Expression of the serum response factor in hepatocellular carcinoma: Implications for epithelial-mesenchymal transition

Abstract

The acquisition of a migratory and invasive phenotype by cells of epithelial origin is associated with a gain of mesenchymal characteristics concomitant with a loss of the epithelial phenotype, a phenomenon referred to as epithelial-mesenchymal transition (EMT). Vimentin, a cytoplasmic intermediate filament, is characteristic of mesenchymal cells and is usually not expressed in epithelial cells. Increased expression of vimentin in carcinomas correlates with parameters of malignant potential such as tumor grade and tumor invasion. Serum response factor (SRF) regulates transcription of immediate early genes and triggers proliferation, migration and differentiation in several types of cells. However, the role of SRF in hepatocellular carcinoma (HCC) has not been explored. The aims of this study were to evaluate the expression of SRF and to assess a functional role of SRF in HCC. First, we examined the expression of SRF in 55 human specimens of HCC and four different HCC cell lines, including a sarcomatoid HCC cell line. We also examined the role of SRF in HCC by transfection of an SRF expression plasmid into a HCC cell line. SRF was expressed in 13 of 55 cases of HCC. SRF was predominantly expressed in HCC cells, with intense labeling in the nucleus.
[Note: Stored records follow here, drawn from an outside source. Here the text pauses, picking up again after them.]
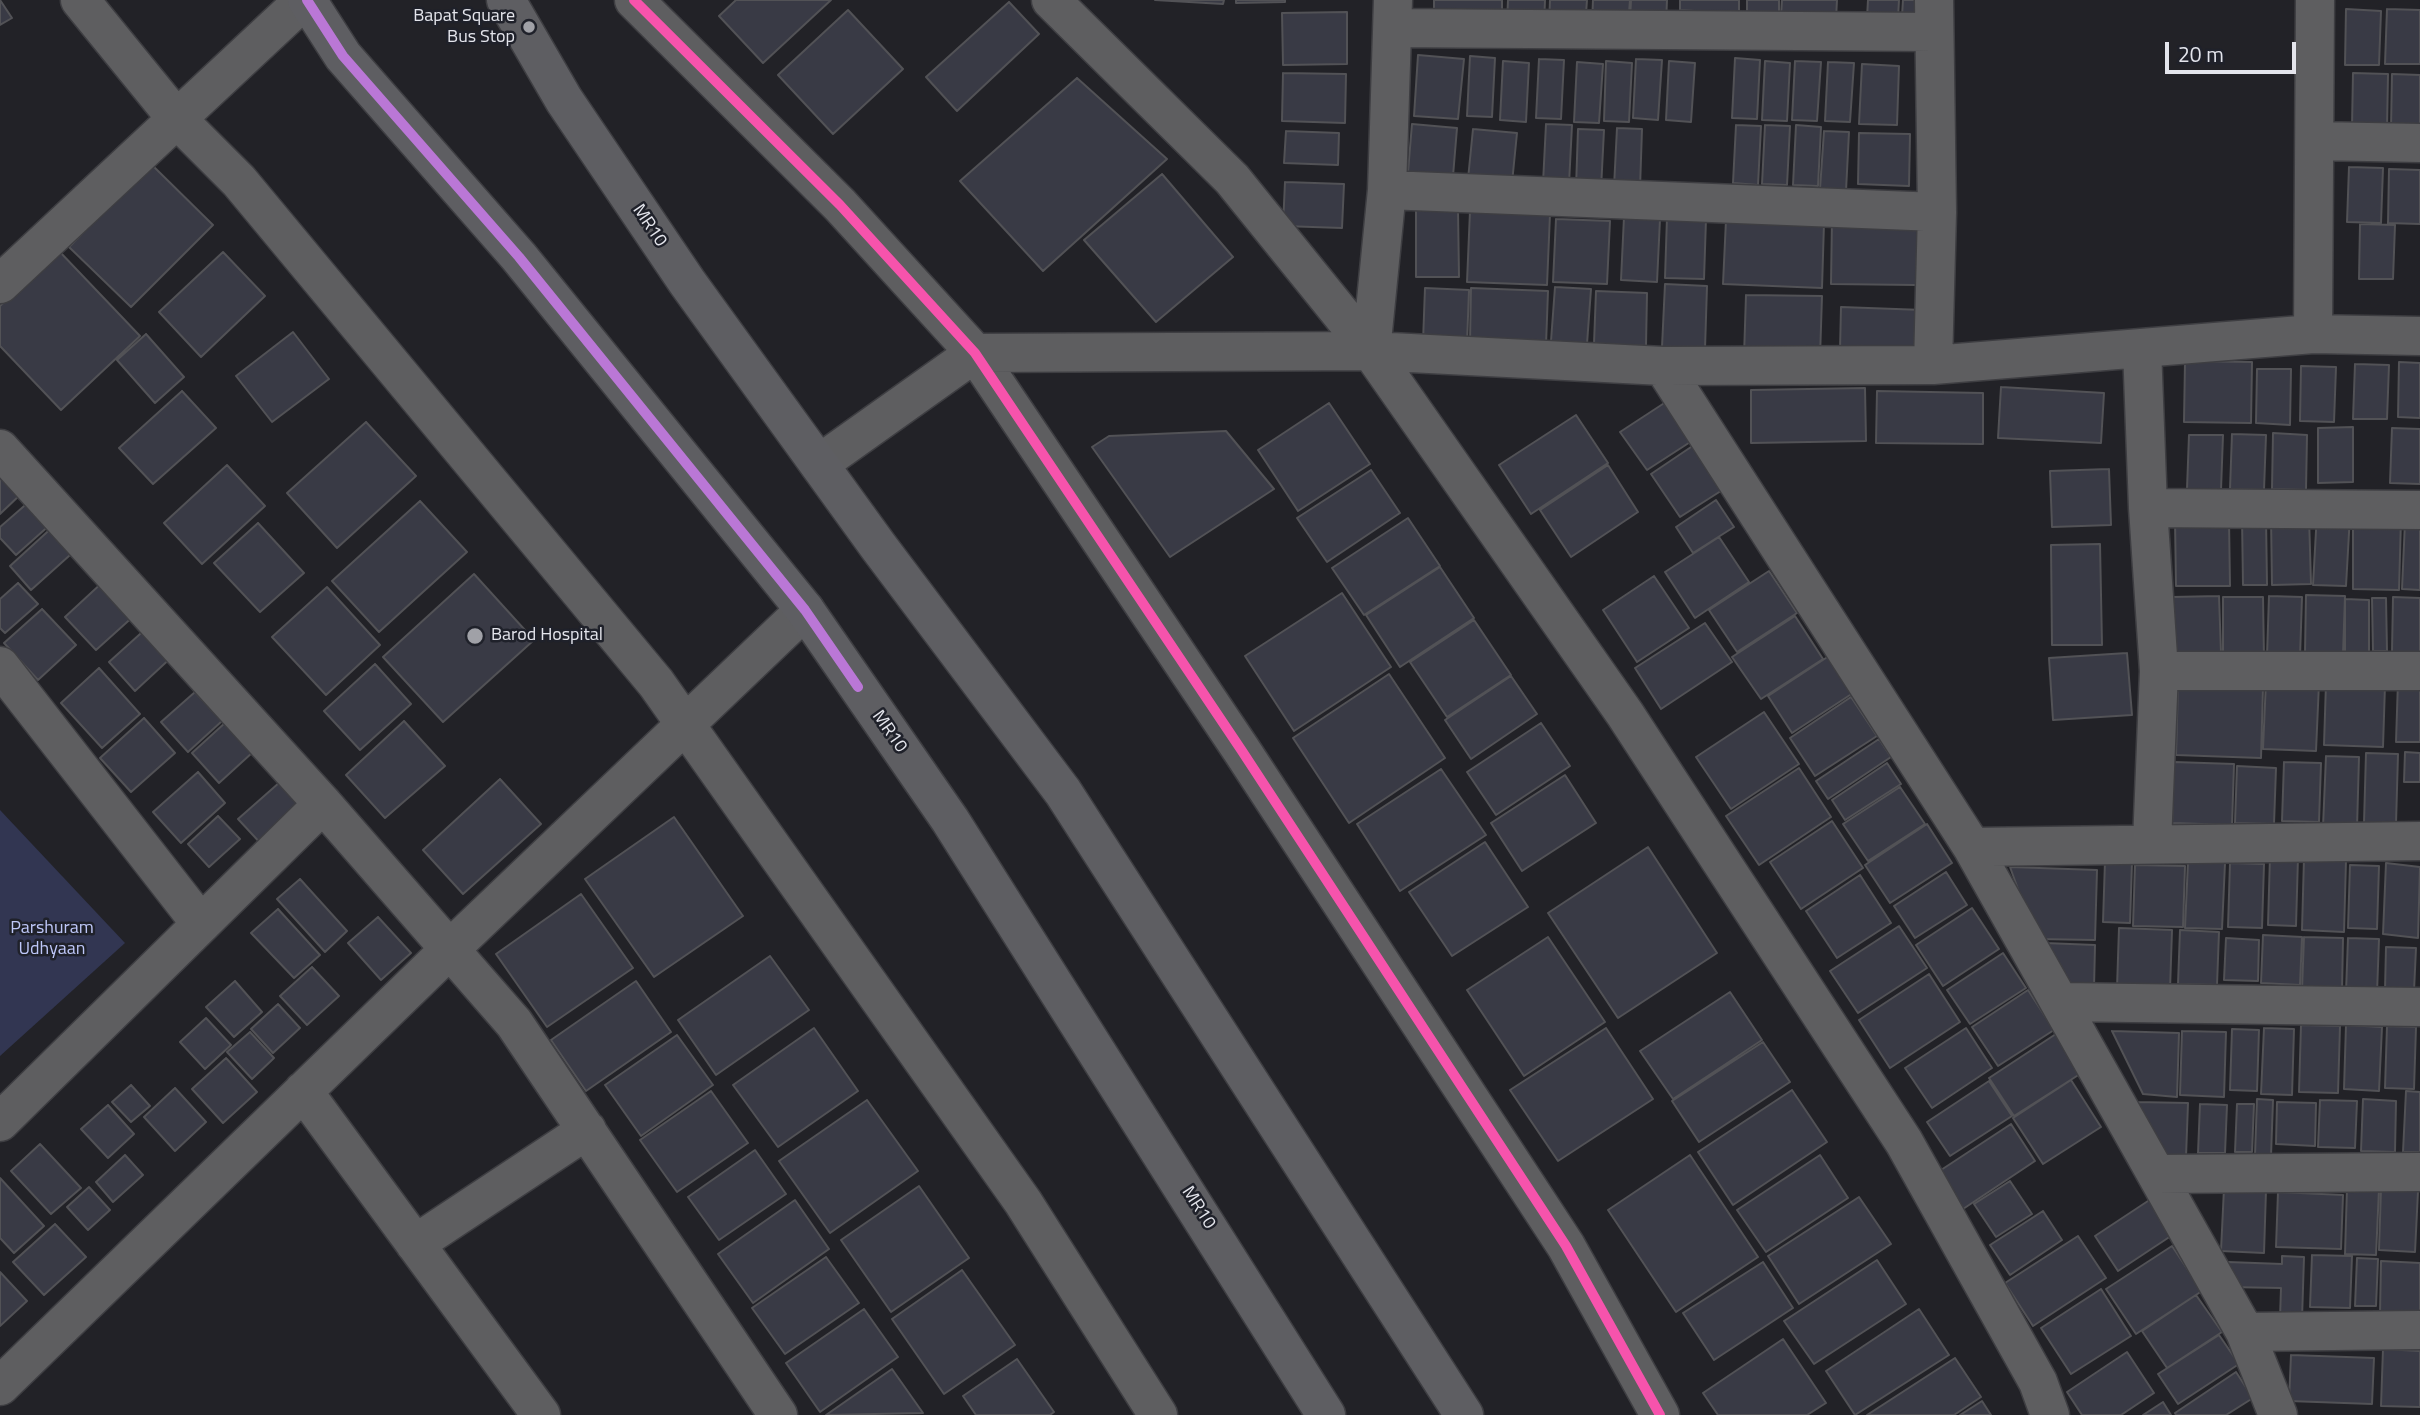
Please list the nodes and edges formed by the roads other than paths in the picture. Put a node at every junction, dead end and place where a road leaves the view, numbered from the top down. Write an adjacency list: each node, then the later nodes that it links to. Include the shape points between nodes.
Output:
1 (80, 0): 9 (street)
2 (305, 0): 9 (street); 26 (main road, MR10, via 343,56 519,257)
3 (506, 0): 23 (main road, MR10, via 564,100 687,282)
4 (634, 0): 19 (street, via 840,205)
5 (1051, 0): 18 (street, via 1232,179)
6 (2315, 0): 10 (street)
7 (1393, 14): 8 (street); 12 (street)
8 (1934, 16): 13 (street)
9 (176, 118): 14 (street); 30 (street, via 239,181 656,683)
10 (2316, 141): 11 (street); 15 (street)
11 (2420, 142)
12 (1387, 190): 13 (street); 18 (street)
13 (1937, 212): 20 (street)
14 (0, 284)
15 (2313, 334): 16 (street); 17 (street)
16 (2420, 336)
17 (2142, 348): 20 (street); 24 (street)
18 (1371, 351): 19 (street); 21 (street); 54 (street, via 1625,714 1904,1142 2038,1382)
19 (975, 353): 23 (street); 53 (street, via 1566,1246)
20 (1933, 365): 21 (street)
21 (1663, 366): 34 (street)
22 (0, 449): 31 (street)
23 (819, 464): 52 (main road, MR10, via 1063,792)
24 (2148, 508): 25 (street); 28 (street)
25 (2420, 510)
26 (805, 610): 30 (street); 51 (main road, MR10, via 950,820)
27 (0, 666): 35 (street)
28 (2159, 671): 29 (street); 33 (street)
29 (2420, 671)
30 (685, 724): 36 (street); 50 (street, via 1023,1202)
31 (323, 804): 35 (street); 36 (street)
32 (2420, 841): 33 (street)
33 (2152, 843): 34 (street)
34 (1972, 847): 37 (street)
35 (201, 924): 40 (street)
36 (450, 949): 39 (street); 41 (street, via 514,1023)
37 (2061, 1002): 38 (street); 43 (street)
38 (2420, 1007)
39 (303, 1091): 44 (street); 47 (street)
40 (0, 1122)
41 (587, 1130): 44 (street); 49 (street)
42 (2420, 1172): 43 (street)
43 (2157, 1174): 46 (street)
44 (415, 1244): 48 (street)
45 (2420, 1330): 46 (street)
46 (2245, 1332): 55 (street)
47 (0, 1387)
48 (541, 1415)
49 (778, 1415)
50 (1158, 1415)
51 (1326, 1415)
52 (1464, 1415)
53 (1660, 1415)
54 (2050, 1415)
55 (2277, 1415)

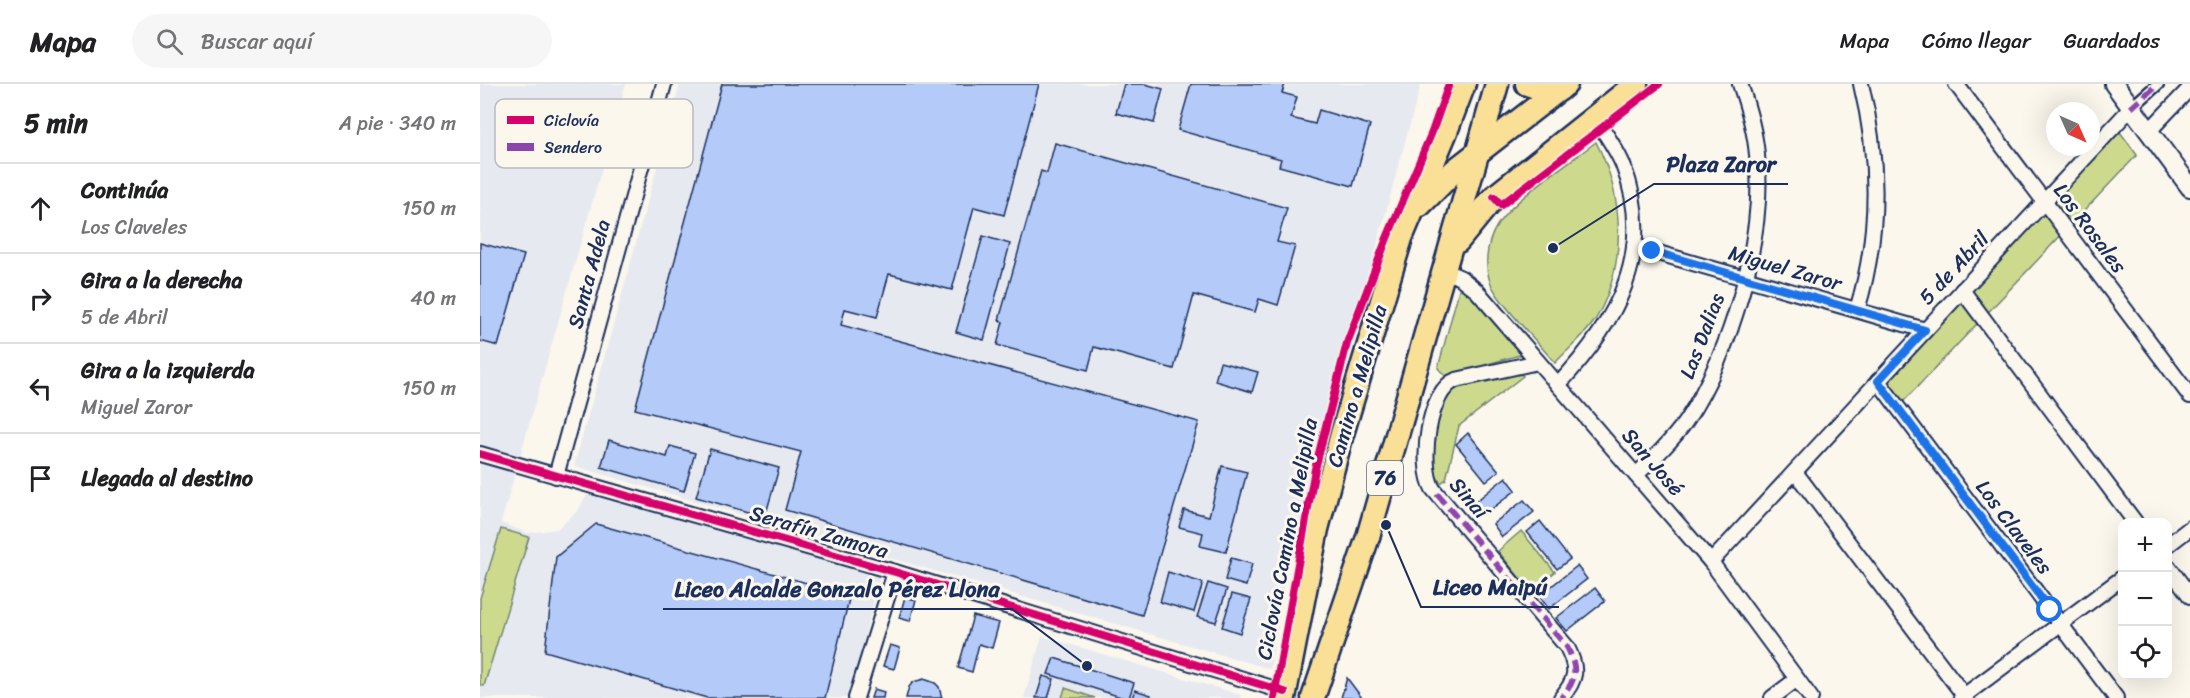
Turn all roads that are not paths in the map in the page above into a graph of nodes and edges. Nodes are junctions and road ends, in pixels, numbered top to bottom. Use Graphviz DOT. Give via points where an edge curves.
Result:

No staining was observed in hepatocytes of normal and cirrhotic liver outside the tumor. SRF was significantly up-regulated in high grade HCC, especially in sarcomatoid HCC. Overexpression of SRF in hepatocellular carcinoma cells accelerates migration and invasion with subsequent acquisition of mesenchymal phenotype by expression of a mesenchymal marker (vimentin) and activation of immediate early genes. We propose for the first time that the expression of SRF in HCC cells associated with EMT may play an important role in HCC progression. Thus, functional antagonism of SRF will provide an additional therapeutic approach by controlling tumor cell invasion and metastasis.